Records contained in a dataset
##########
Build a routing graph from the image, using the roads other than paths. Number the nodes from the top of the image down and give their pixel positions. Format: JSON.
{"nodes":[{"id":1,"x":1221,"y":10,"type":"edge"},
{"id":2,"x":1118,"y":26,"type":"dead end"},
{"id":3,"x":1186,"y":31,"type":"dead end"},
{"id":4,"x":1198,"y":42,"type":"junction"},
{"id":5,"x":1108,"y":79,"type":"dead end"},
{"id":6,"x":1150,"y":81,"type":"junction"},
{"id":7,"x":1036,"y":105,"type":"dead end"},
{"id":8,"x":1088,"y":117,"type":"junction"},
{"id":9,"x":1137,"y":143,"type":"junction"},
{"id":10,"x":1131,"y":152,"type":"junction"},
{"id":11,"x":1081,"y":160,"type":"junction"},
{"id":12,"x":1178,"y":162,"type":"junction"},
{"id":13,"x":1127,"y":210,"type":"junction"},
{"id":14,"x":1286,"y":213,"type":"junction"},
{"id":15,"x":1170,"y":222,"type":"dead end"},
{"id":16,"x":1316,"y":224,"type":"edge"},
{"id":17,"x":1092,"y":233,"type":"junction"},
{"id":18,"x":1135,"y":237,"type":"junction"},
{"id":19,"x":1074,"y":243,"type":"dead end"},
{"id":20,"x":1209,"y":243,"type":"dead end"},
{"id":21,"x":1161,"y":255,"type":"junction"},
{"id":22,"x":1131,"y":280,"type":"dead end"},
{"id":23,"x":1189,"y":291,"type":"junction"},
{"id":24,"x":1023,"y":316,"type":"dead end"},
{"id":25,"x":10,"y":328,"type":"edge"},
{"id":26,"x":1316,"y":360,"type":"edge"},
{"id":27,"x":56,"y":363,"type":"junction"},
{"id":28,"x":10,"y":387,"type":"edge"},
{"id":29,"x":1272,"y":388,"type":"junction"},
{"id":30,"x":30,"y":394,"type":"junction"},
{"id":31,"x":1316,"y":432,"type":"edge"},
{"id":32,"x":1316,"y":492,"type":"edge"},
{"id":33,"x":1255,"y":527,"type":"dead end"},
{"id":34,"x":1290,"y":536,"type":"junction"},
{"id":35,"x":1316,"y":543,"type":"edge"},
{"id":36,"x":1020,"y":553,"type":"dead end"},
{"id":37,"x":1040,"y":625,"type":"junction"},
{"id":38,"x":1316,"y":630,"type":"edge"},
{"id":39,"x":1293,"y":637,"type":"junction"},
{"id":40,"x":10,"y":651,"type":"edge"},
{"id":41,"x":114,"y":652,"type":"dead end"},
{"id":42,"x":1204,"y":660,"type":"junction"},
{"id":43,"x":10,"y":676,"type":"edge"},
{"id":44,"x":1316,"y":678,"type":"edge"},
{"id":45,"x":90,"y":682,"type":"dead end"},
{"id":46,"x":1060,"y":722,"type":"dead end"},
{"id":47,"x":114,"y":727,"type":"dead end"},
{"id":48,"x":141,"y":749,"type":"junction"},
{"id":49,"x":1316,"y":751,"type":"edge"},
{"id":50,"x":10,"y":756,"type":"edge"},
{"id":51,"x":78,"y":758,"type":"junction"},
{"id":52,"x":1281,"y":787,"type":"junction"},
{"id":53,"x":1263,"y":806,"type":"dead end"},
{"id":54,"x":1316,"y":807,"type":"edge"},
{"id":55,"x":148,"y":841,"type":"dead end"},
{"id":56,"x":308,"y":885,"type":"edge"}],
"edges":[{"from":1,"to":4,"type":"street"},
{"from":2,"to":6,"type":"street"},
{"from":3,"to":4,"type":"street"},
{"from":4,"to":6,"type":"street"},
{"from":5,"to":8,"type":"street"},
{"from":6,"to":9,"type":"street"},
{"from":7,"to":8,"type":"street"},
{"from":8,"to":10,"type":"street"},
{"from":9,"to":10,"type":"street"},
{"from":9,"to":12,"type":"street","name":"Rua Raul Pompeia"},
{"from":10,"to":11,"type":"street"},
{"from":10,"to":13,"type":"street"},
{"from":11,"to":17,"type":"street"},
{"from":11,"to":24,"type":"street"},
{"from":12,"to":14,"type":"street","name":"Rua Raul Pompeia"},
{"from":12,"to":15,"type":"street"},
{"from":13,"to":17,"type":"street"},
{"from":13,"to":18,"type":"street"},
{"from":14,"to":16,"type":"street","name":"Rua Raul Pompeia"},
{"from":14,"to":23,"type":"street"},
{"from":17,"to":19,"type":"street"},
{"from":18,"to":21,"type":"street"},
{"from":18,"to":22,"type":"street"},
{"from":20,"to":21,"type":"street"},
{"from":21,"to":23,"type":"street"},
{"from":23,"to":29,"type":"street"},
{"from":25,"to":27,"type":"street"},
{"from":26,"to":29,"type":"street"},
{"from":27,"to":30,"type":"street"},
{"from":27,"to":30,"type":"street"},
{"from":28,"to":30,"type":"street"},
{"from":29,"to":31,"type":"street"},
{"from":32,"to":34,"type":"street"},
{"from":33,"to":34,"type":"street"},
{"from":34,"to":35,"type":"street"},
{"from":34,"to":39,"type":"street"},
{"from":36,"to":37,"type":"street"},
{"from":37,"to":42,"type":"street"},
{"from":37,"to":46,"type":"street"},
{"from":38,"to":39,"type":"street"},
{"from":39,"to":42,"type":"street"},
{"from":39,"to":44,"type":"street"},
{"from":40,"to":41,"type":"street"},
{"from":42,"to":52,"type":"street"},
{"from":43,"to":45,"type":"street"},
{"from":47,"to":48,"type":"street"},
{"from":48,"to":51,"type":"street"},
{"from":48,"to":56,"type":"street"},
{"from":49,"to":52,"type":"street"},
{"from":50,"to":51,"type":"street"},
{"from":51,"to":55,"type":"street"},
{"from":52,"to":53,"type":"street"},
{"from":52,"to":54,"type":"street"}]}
##########
Task - The task calls for all the records above to be repeated exactly.

Answer box -
Build a routing graph from the image, using the roads other than paths. Number the nodes from the top of the image down and give their pixel positions. Format: JSON.
{"nodes":[{"id":1,"x":1221,"y":10,"type":"edge"},
{"id":2,"x":1118,"y":26,"type":"dead end"},
{"id":3,"x":1186,"y":31,"type":"dead end"},
{"id":4,"x":1198,"y":42,"type":"junction"},
{"id":5,"x":1108,"y":79,"type":"dead end"},
{"id":6,"x":1150,"y":81,"type":"junction"},
{"id":7,"x":1036,"y":105,"type":"dead end"},
{"id":8,"x":1088,"y":117,"type":"junction"},
{"id":9,"x":1137,"y":143,"type":"junction"},
{"id":10,"x":1131,"y":152,"type":"junction"},
{"id":11,"x":1081,"y":160,"type":"junction"},
{"id":12,"x":1178,"y":162,"type":"junction"},
{"id":13,"x":1127,"y":210,"type":"junction"},
{"id":14,"x":1286,"y":213,"type":"junction"},
{"id":15,"x":1170,"y":222,"type":"dead end"},
{"id":16,"x":1316,"y":224,"type":"edge"},
{"id":17,"x":1092,"y":233,"type":"junction"},
{"id":18,"x":1135,"y":237,"type":"junction"},
{"id":19,"x":1074,"y":243,"type":"dead end"},
{"id":20,"x":1209,"y":243,"type":"dead end"},
{"id":21,"x":1161,"y":255,"type":"junction"},
{"id":22,"x":1131,"y":280,"type":"dead end"},
{"id":23,"x":1189,"y":291,"type":"junction"},
{"id":24,"x":1023,"y":316,"type":"dead end"},
{"id":25,"x":10,"y":328,"type":"edge"},
{"id":26,"x":1316,"y":360,"type":"edge"},
{"id":27,"x":56,"y":363,"type":"junction"},
{"id":28,"x":10,"y":387,"type":"edge"},
{"id":29,"x":1272,"y":388,"type":"junction"},
{"id":30,"x":30,"y":394,"type":"junction"},
{"id":31,"x":1316,"y":432,"type":"edge"},
{"id":32,"x":1316,"y":492,"type":"edge"},
{"id":33,"x":1255,"y":527,"type":"dead end"},
{"id":34,"x":1290,"y":536,"type":"junction"},
{"id":35,"x":1316,"y":543,"type":"edge"},
{"id":36,"x":1020,"y":553,"type":"dead end"},
{"id":37,"x":1040,"y":625,"type":"junction"},
{"id":38,"x":1316,"y":630,"type":"edge"},
{"id":39,"x":1293,"y":637,"type":"junction"},
{"id":40,"x":10,"y":651,"type":"edge"},
{"id":41,"x":114,"y":652,"type":"dead end"},
{"id":42,"x":1204,"y":660,"type":"junction"},
{"id":43,"x":10,"y":676,"type":"edge"},
{"id":44,"x":1316,"y":678,"type":"edge"},
{"id":45,"x":90,"y":682,"type":"dead end"},
{"id":46,"x":1060,"y":722,"type":"dead end"},
{"id":47,"x":114,"y":727,"type":"dead end"},
{"id":48,"x":141,"y":749,"type":"junction"},
{"id":49,"x":1316,"y":751,"type":"edge"},
{"id":50,"x":10,"y":756,"type":"edge"},
{"id":51,"x":78,"y":758,"type":"junction"},
{"id":52,"x":1281,"y":787,"type":"junction"},
{"id":53,"x":1263,"y":806,"type":"dead end"},
{"id":54,"x":1316,"y":807,"type":"edge"},
{"id":55,"x":148,"y":841,"type":"dead end"},
{"id":56,"x":308,"y":885,"type":"edge"}],
"edges":[{"from":1,"to":4,"type":"street"},
{"from":2,"to":6,"type":"street"},
{"from":3,"to":4,"type":"street"},
{"from":4,"to":6,"type":"street"},
{"from":5,"to":8,"type":"street"},
{"from":6,"to":9,"type":"street"},
{"from":7,"to":8,"type":"street"},
{"from":8,"to":10,"type":"street"},
{"from":9,"to":10,"type":"street"},
{"from":9,"to":12,"type":"street","name":"Rua Raul Pompeia"},
{"from":10,"to":11,"type":"street"},
{"from":10,"to":13,"type":"street"},
{"from":11,"to":17,"type":"street"},
{"from":11,"to":24,"type":"street"},
{"from":12,"to":14,"type":"street","name":"Rua Raul Pompeia"},
{"from":12,"to":15,"type":"street"},
{"from":13,"to":17,"type":"street"},
{"from":13,"to":18,"type":"street"},
{"from":14,"to":16,"type":"street","name":"Rua Raul Pompeia"},
{"from":14,"to":23,"type":"street"},
{"from":17,"to":19,"type":"street"},
{"from":18,"to":21,"type":"street"},
{"from":18,"to":22,"type":"street"},
{"from":20,"to":21,"type":"street"},
{"from":21,"to":23,"type":"street"},
{"from":23,"to":29,"type":"street"},
{"from":25,"to":27,"type":"street"},
{"from":26,"to":29,"type":"street"},
{"from":27,"to":30,"type":"street"},
{"from":27,"to":30,"type":"street"},
{"from":28,"to":30,"type":"street"},
{"from":29,"to":31,"type":"street"},
{"from":32,"to":34,"type":"street"},
{"from":33,"to":34,"type":"street"},
{"from":34,"to":35,"type":"street"},
{"from":34,"to":39,"type":"street"},
{"from":36,"to":37,"type":"street"},
{"from":37,"to":42,"type":"street"},
{"from":37,"to":46,"type":"street"},
{"from":38,"to":39,"type":"street"},
{"from":39,"to":42,"type":"street"},
{"from":39,"to":44,"type":"street"},
{"from":40,"to":41,"type":"street"},
{"from":42,"to":52,"type":"street"},
{"from":43,"to":45,"type":"street"},
{"from":47,"to":48,"type":"street"},
{"from":48,"to":51,"type":"street"},
{"from":48,"to":56,"type":"street"},
{"from":49,"to":52,"type":"street"},
{"from":50,"to":51,"type":"street"},
{"from":51,"to":55,"type":"street"},
{"from":52,"to":53,"type":"street"},
{"from":52,"to":54,"type":"street"}]}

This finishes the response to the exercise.